There are several pictures in the house, deserving of notice; among which, are, a large one of Fishermen, by Teniers; a good one of Dogs and Game, in the stile (sic) of Snyders, with the name of Elias Donck upon it, and a Gne (sic) picture of fruit, the painter unknown: these are in the principal dining room. In the library is a picture of the three Charles's, the colouring of the faces very good, and it has much the appearance of being an original; in the drawing room is a pretty picture of cattle, with the name of W. Romeyn, with some others. The family portraits are numerous, the principal of which are Bishop Gooch, Sir William Gooch, the first Baronet, Bishop Sherlock, connected with the family by marriage; Sir Thomas, the present Baronet, and his Lady, by Lane; and another of Sir Thomas, at full length, in the uniform of the Suffolk Yeomanry Cavalry, with the following inscription under it:
"Sir Thomas Gooch, , was the first person who proposed to Government the raising of Yeomanry Cavalry Corps in each District or Hundred, which soon after generally took place throughout Great Britain and Ireland. Sir Thomas made this proposal in December, 1792, first through Mr. Reeves, chairman to the Association then just formed at the Crown and Anchor in the Strand, and afterwards through Sir John (now Lord) Rous, to the late Right Hon. Wm. Pitt, at that time Chancellor of the Exchequer. Lord Rous took the command of the first Troop of Loyal Suffolk Yeomanry Cavalry, in which Sir Thomas was first Lieutenant, and he is painted in the uniform of the Corps when first raised. Sir Thomas was also the first person who proposed forming Loyal Associations in the Hundreds of Blything and Wangford. Sir Thomas also raised a Corps of Volunteer Infantry, consisting of three Companies."

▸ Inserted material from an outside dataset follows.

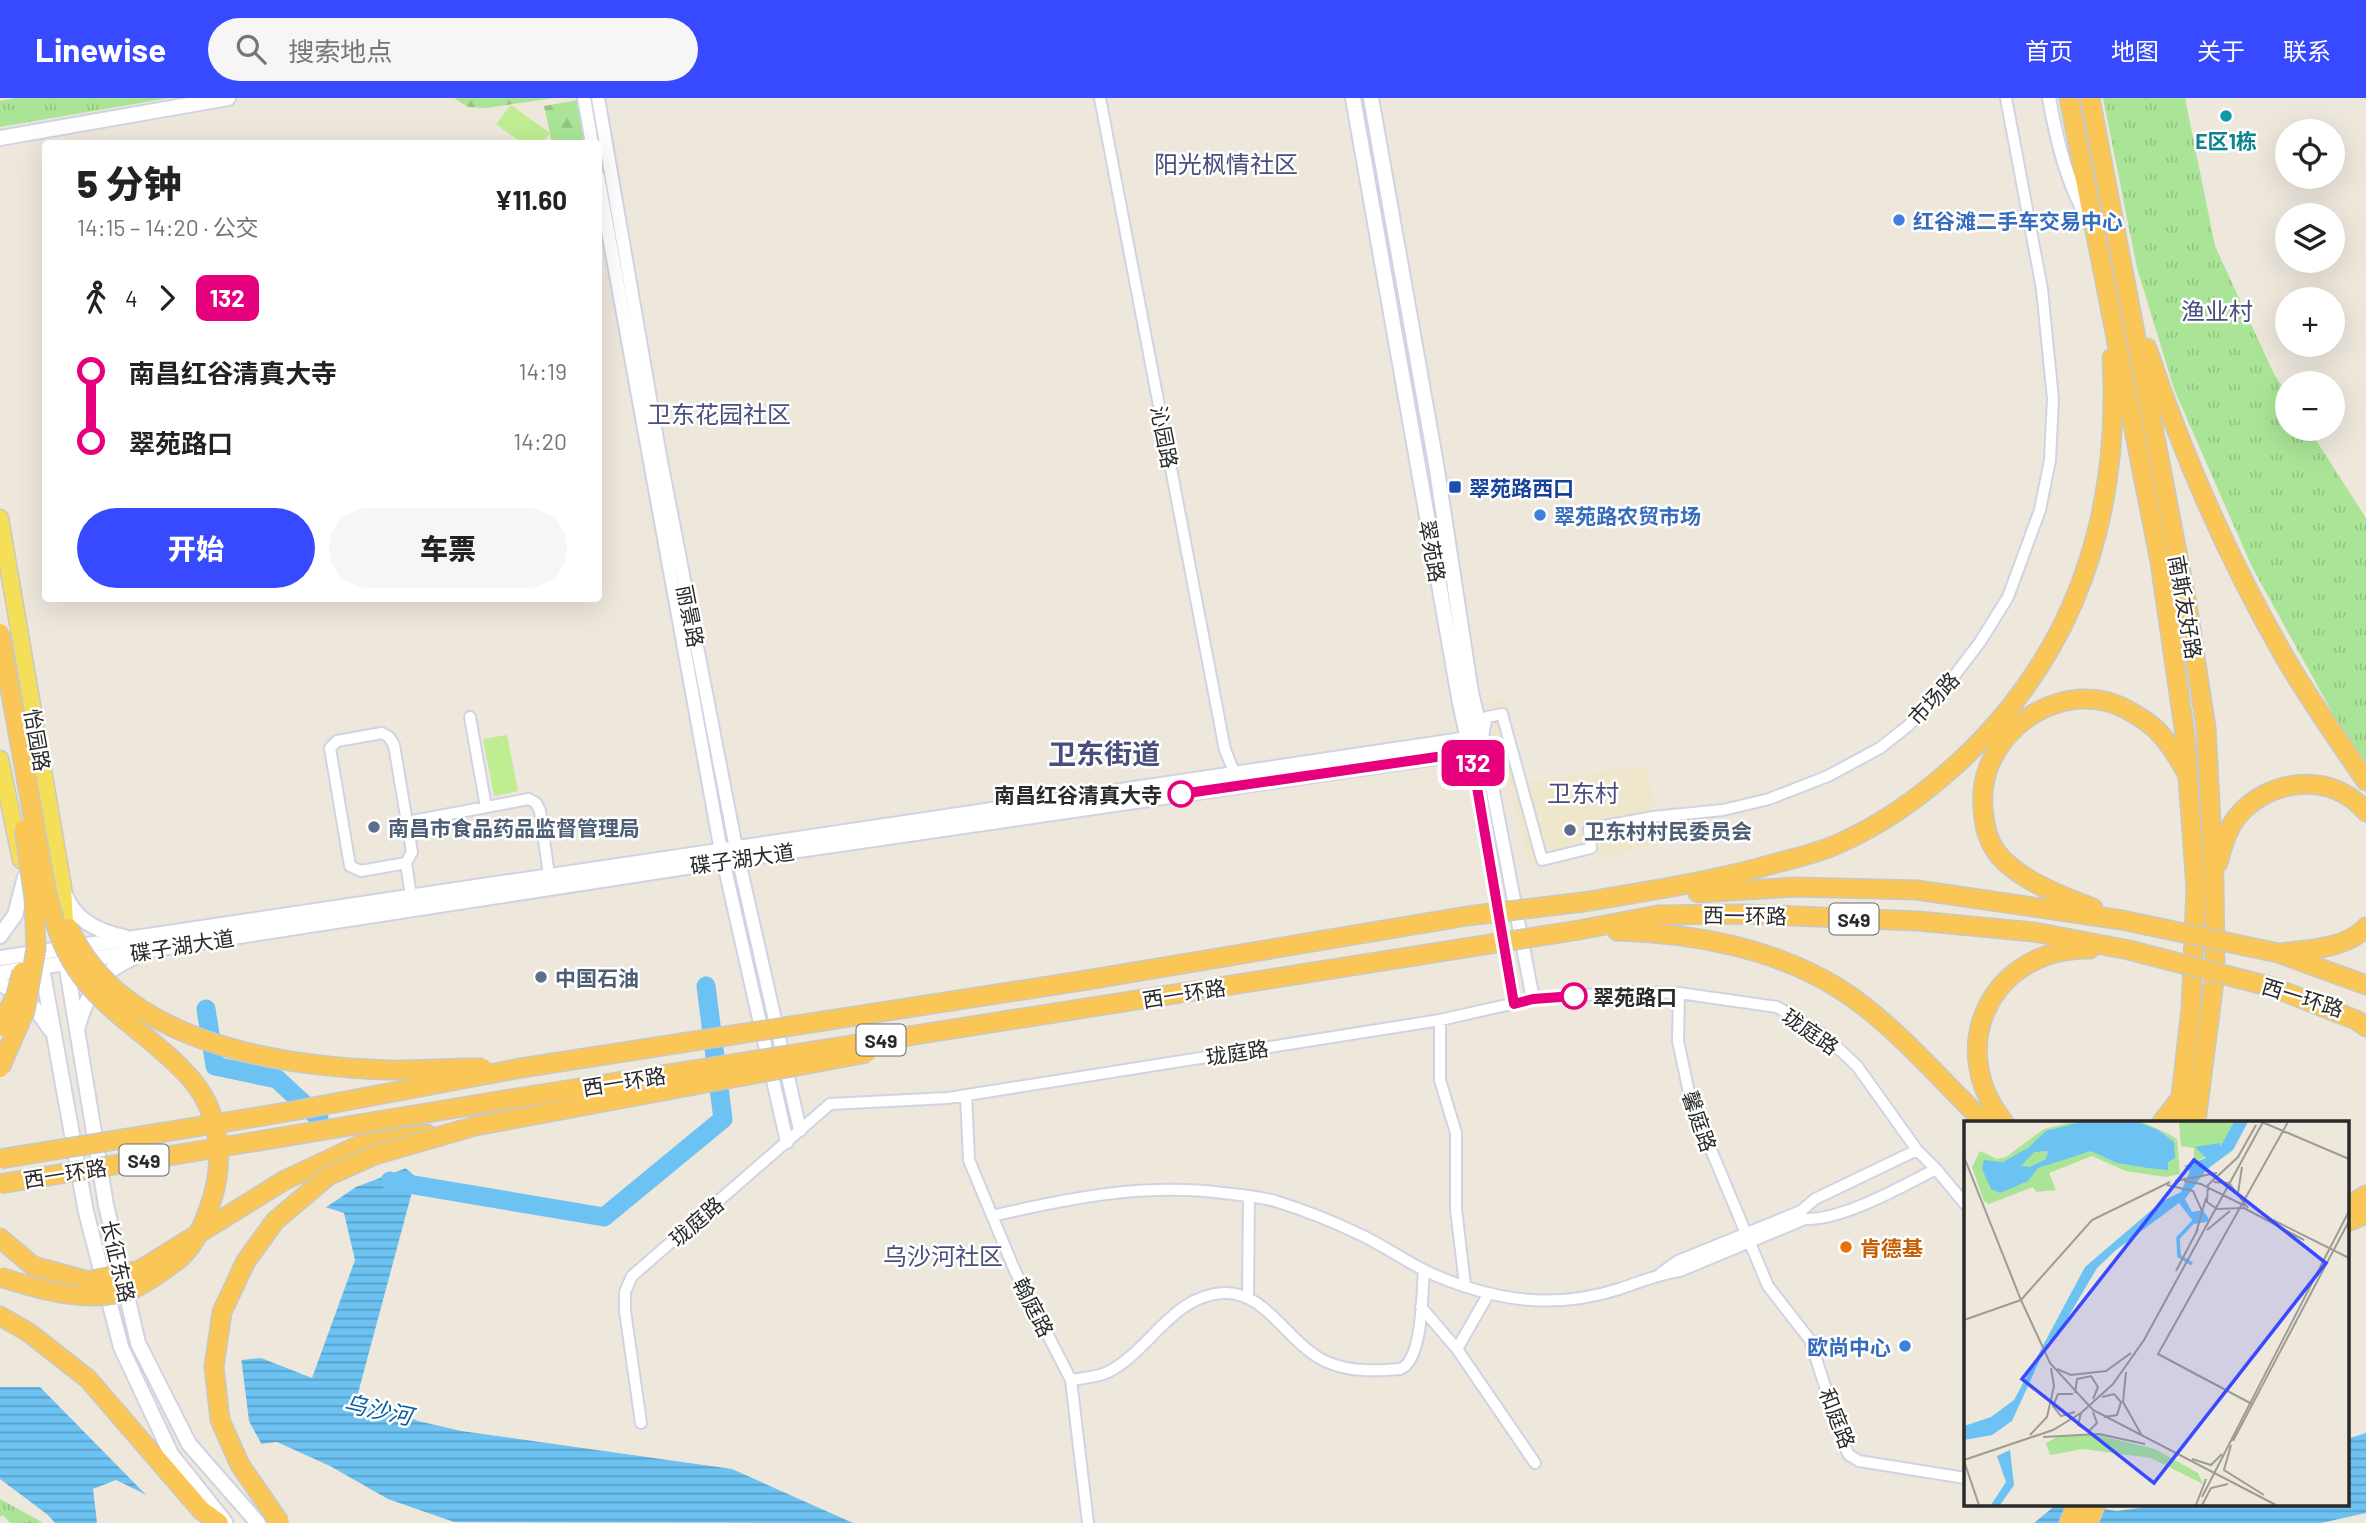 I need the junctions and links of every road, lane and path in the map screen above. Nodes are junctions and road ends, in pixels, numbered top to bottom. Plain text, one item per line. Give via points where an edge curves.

These last three pictures are in the upper drawing room; where there is also a striking likeness of T. S. Gooch, Esq. Sir Thomas's eldest son, and M.P. for the County, and a fine unfinished picture of Mrs. Lawson, and Mrs. S. Clissold, his two daughters, from the pencil of the late celebrated artist, George Harlow.

The possessor in the 1820s had done much towards the improvement of the property, and within a few years increased it largely, by the purchase of the estate in Wrentham, late, and for many generations, the residence of the family of Brewster.

The church of Benacre is a neat building, kept in the best repair, and contains numerous memorials of the Norths, Carthews, and Gooches, the successive proprietors of the estate.